I haven't done firmware in more than a decade but back when I did asserting was a no-no. You can't crash. Let's say I have a machine and I'm in the process of moving some actuators crashing might mean I destroyed the machine. That can't be better then letting things that can keep going going even if there's some unexpected condition. Physical safety is typically there by design and doesn't rely on software (there are some exceptions/processes for safety critical software).
So what to do:
- Extensive use of things like state machines where you can convince yourself that you are handling all possible inputs at every possible state.
- Clean/clear/simple code.
- Code reviews.
- Test the heck of your software before you ship it. Automated testing and manual testing.

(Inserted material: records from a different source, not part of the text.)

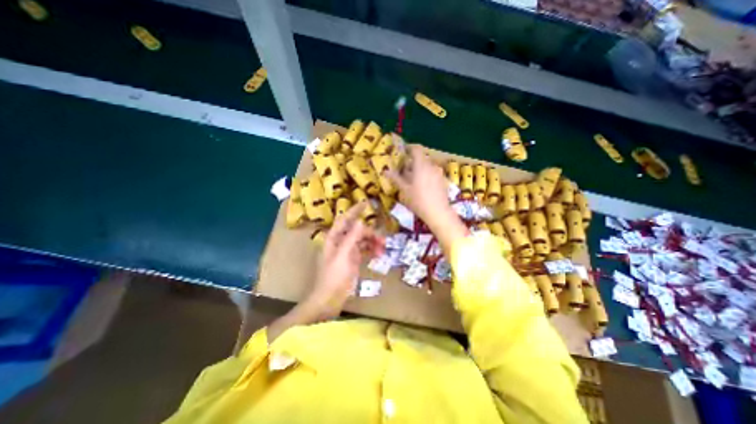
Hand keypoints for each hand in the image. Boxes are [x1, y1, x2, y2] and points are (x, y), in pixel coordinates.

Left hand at [267, 204, 384, 342]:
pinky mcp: (353, 259)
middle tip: (382, 240)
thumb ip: (351, 238)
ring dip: (373, 242)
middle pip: (357, 231)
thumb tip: (360, 222)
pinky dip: (371, 250)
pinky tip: (379, 254)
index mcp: (334, 238)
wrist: (330, 299)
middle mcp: (340, 242)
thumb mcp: (343, 256)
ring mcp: (347, 251)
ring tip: (383, 249)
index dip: (354, 210)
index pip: (344, 219)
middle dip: (370, 233)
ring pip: (362, 240)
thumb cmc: (334, 277)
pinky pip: (364, 250)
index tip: (366, 203)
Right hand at [386, 143, 451, 227]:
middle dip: (412, 162)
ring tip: (412, 179)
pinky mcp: (443, 180)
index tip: (402, 151)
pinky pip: (433, 173)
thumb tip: (385, 171)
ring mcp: (439, 173)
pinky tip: (422, 186)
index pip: (416, 149)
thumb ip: (396, 178)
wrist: (438, 212)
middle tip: (404, 169)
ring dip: (419, 169)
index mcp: (421, 165)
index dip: (409, 148)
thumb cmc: (418, 200)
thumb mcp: (404, 190)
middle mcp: (432, 166)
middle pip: (422, 158)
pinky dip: (426, 175)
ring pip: (427, 166)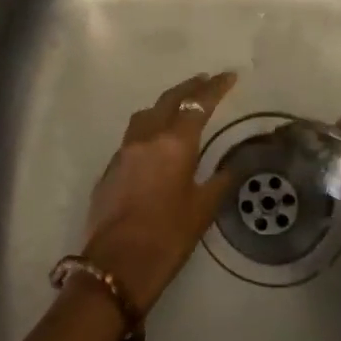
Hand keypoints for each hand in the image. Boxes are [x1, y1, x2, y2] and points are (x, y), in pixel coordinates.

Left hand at [79, 72, 237, 314]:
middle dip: (189, 88)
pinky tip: (156, 144)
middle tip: (205, 81)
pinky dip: (148, 129)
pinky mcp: (110, 168)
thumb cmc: (168, 237)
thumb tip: (230, 167)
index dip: (215, 88)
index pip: (197, 105)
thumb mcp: (203, 210)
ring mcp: (124, 151)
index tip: (229, 76)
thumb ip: (218, 181)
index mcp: (174, 144)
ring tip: (179, 106)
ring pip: (146, 114)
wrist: (116, 264)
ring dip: (165, 105)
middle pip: (169, 100)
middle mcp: (146, 138)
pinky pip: (133, 137)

Never fails isn't possible. Mechanical systems also fail. Electronics also fail. Software can be pretty reliable and either way you can't really tell what to do if there's an unexpected condition. Expected errors should be handled (let's say you try to move an actuator and it doesn't move, or you have a position error on your servo). Firmware can be designed to not run out of memory (so that failure mode can be eliminated by design).
What's to guarantee you won't be just rebooting in a loop if you reboot? That said, I guess if you have analyzed things well enough and that's your preferred recovery then fair enough. But how much state does software for an inverter have that can't just be handled by code?
That's the exact point of runtime assertions. You can't crash, so you fail exactly at the moment something is corrupted. One of the reasons Go didn't devided to include runtime assertions (and one of the only choises for Go I really dislike) is that they aren't exactly safe because you still have to deal with that failure, and I suppose it's very easy to fuck it up.
What you're describing in your post is essentially what I think of when I say runtime assertion. You use them to revert to the previous valid state and retry, you can micro-reboot, you can go into a "factory setting" where your software can continue until an engineer can actually work on it. Things like that. The primary difference is that with runtime assertions, you stop exactly when the corrupted states occours instead of trying to continue with that corrupted state.
It's not like this should replace testing or any of the other things you bring up. I still strongly recommend testing. Tests are for prevention of errors, however, and runtime assertions are for dealing with errors when they happen at runtime. Exception handling is the other way around it, but with exceptions you continue with the corrupted state and try to deal with it down the line. I don't personally like that.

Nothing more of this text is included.